▸ WHAT NEEDS TO BE DONE
Exact reproduction of every entry is required.

+++ RECORDS PROVIDED

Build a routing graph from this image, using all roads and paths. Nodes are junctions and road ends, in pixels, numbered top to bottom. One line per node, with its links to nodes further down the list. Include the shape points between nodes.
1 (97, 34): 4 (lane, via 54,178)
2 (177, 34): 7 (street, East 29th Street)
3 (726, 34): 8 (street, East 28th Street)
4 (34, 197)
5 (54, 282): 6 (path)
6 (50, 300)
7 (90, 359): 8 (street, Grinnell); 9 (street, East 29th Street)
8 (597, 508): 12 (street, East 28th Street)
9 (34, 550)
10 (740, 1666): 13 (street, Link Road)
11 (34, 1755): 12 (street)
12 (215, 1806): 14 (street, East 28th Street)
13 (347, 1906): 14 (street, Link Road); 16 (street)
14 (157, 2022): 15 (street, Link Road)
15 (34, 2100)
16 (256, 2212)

++++++

▸ RESPONSE BELOW
Build a routing graph from this image, using all roads and paths. Nodes are junctions and road ends, in pixels, numbered top to bottom. One line per node, with its links to nodes further down the list. Include the shape points between nodes.
1 (97, 34): 4 (lane, via 54,178)
2 (177, 34): 7 (street, East 29th Street)
3 (726, 34): 8 (street, East 28th Street)
4 (34, 197)
5 (54, 282): 6 (path)
6 (50, 300)
7 (90, 359): 8 (street, Grinnell); 9 (street, East 29th Street)
8 (597, 508): 12 (street, East 28th Street)
9 (34, 550)
10 (740, 1666): 13 (street, Link Road)
11 (34, 1755): 12 (street)
12 (215, 1806): 14 (street, East 28th Street)
13 (347, 1906): 14 (street, Link Road); 16 (street)
14 (157, 2022): 15 (street, Link Road)
15 (34, 2100)
16 (256, 2212)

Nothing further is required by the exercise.